PROBLEM TO SOLVE: Below, find each line holding "roads" and state how many there are, using the number alone.

PROVIDED RECORDS:

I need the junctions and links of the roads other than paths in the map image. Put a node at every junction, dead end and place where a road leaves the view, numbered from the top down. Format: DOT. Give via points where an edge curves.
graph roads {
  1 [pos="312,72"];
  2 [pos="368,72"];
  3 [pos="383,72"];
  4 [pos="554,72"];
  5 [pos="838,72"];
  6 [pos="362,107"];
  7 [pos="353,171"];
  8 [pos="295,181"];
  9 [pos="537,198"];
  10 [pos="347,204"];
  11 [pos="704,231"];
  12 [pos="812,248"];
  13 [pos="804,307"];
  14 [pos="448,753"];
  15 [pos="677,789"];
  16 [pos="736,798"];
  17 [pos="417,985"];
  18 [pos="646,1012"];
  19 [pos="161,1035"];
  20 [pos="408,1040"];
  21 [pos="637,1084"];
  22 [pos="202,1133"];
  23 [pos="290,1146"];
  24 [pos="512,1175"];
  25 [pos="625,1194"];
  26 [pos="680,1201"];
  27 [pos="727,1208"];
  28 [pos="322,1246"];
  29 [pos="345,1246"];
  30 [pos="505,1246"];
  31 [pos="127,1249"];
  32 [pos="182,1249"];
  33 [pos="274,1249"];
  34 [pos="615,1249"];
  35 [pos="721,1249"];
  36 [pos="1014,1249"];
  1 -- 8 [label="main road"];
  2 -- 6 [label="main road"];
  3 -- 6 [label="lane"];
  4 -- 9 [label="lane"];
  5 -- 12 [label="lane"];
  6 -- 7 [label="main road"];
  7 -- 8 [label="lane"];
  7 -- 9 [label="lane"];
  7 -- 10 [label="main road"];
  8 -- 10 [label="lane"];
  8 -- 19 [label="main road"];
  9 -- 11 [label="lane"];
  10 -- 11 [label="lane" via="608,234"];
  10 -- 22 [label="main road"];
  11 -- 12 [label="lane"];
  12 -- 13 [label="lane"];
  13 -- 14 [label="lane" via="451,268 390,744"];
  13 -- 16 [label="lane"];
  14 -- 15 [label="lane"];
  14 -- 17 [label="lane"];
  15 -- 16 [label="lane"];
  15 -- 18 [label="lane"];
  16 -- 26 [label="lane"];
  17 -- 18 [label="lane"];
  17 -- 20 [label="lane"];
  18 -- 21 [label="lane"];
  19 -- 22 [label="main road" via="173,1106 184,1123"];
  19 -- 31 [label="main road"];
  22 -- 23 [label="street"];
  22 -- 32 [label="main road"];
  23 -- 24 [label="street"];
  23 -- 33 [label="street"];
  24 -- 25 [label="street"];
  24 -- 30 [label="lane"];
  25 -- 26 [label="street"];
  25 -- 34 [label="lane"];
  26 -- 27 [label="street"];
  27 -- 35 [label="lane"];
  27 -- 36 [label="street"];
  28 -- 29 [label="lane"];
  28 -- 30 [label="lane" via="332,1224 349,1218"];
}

* * *

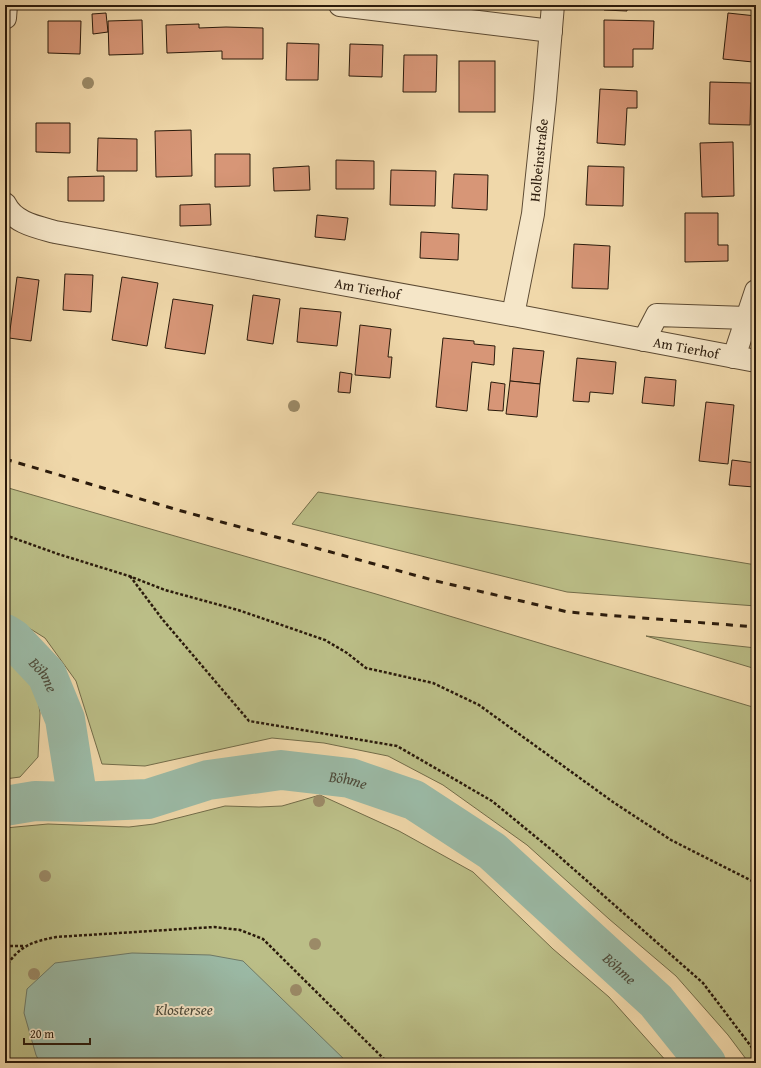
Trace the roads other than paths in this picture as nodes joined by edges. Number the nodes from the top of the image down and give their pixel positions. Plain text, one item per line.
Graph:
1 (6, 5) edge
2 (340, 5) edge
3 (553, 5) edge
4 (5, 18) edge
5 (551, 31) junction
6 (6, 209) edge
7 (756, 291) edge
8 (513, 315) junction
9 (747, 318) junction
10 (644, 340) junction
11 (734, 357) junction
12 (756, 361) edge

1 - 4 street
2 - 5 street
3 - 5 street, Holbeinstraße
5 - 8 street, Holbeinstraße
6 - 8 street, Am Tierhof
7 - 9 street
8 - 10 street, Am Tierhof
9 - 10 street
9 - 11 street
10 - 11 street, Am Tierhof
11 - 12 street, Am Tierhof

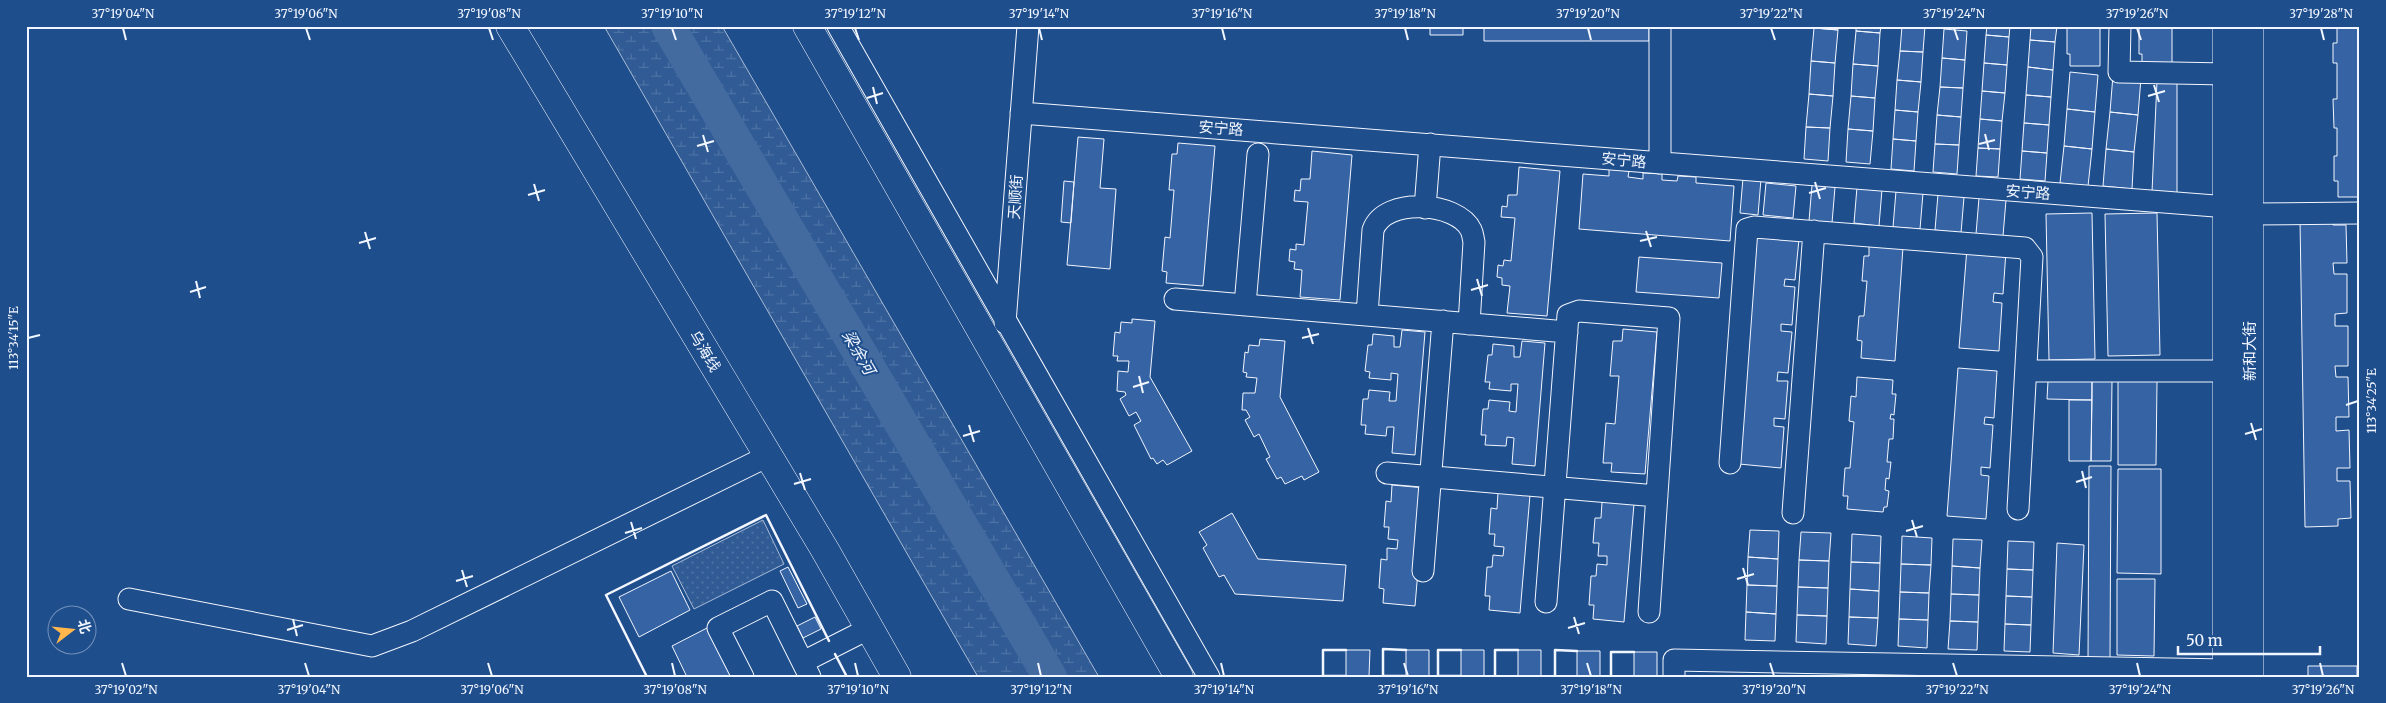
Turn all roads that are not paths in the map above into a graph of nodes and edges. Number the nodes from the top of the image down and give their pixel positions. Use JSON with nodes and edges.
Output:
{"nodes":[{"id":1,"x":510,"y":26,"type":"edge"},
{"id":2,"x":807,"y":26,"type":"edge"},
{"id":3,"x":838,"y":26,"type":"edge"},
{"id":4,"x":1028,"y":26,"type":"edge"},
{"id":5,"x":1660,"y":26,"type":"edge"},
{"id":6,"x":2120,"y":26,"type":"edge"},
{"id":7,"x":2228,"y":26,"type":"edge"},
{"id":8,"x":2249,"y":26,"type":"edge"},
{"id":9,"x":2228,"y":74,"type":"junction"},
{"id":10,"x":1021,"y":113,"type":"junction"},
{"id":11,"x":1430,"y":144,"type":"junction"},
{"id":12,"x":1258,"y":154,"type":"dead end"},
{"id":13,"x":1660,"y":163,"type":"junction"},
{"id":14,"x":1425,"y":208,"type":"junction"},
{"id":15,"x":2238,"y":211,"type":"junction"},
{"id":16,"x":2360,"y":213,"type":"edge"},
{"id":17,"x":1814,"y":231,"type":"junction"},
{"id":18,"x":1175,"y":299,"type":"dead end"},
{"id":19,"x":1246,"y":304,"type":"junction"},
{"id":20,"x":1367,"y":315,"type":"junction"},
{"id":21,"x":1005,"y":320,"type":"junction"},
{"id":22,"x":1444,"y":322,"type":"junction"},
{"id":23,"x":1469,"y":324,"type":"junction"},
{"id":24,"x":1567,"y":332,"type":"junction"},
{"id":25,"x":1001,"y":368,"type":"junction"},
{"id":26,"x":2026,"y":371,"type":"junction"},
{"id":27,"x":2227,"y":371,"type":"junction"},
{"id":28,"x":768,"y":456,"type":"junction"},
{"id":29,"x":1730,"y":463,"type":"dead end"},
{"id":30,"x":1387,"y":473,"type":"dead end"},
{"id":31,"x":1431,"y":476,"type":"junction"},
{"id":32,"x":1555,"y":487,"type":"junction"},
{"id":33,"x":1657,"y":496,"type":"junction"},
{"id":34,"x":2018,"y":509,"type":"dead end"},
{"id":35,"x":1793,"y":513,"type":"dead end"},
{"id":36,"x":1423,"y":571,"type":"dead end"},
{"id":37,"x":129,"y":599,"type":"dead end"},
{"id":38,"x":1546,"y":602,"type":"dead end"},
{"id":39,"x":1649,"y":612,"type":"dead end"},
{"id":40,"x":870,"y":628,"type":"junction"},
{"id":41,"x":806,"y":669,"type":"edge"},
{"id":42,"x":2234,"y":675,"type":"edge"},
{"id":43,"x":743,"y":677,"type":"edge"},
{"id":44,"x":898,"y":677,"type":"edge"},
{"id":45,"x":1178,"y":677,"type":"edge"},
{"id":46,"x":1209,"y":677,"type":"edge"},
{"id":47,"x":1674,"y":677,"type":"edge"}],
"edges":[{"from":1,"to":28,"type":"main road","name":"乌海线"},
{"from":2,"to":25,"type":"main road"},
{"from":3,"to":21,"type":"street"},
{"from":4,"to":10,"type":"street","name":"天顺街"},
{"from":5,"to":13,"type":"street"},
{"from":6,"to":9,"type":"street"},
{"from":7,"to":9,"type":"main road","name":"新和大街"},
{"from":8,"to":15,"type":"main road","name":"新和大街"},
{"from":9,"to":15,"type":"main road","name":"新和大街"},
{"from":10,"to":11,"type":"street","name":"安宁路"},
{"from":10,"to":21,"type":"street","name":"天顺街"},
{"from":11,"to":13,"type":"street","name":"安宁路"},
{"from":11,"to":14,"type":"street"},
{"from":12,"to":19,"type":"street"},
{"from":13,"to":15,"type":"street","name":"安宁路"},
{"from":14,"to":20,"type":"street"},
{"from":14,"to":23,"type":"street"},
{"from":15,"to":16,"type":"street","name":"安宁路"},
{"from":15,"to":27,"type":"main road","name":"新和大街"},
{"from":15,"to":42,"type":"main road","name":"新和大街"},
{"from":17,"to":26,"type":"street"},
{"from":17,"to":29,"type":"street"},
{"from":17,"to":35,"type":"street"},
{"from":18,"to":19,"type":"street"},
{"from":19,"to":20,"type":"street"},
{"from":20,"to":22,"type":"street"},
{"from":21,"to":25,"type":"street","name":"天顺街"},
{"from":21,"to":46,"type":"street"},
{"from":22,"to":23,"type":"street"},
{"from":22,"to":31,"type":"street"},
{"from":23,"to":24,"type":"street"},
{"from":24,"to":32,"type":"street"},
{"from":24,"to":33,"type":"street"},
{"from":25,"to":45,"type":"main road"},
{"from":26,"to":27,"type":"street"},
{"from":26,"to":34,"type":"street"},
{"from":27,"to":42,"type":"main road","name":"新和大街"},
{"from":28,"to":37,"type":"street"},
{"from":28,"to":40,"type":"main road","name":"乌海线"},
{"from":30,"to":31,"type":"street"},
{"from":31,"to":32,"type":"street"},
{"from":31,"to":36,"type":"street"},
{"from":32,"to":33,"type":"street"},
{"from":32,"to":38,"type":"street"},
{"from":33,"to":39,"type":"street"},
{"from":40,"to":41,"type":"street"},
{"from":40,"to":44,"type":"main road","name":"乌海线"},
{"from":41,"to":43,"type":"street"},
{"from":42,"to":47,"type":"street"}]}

TASK RESULT: 4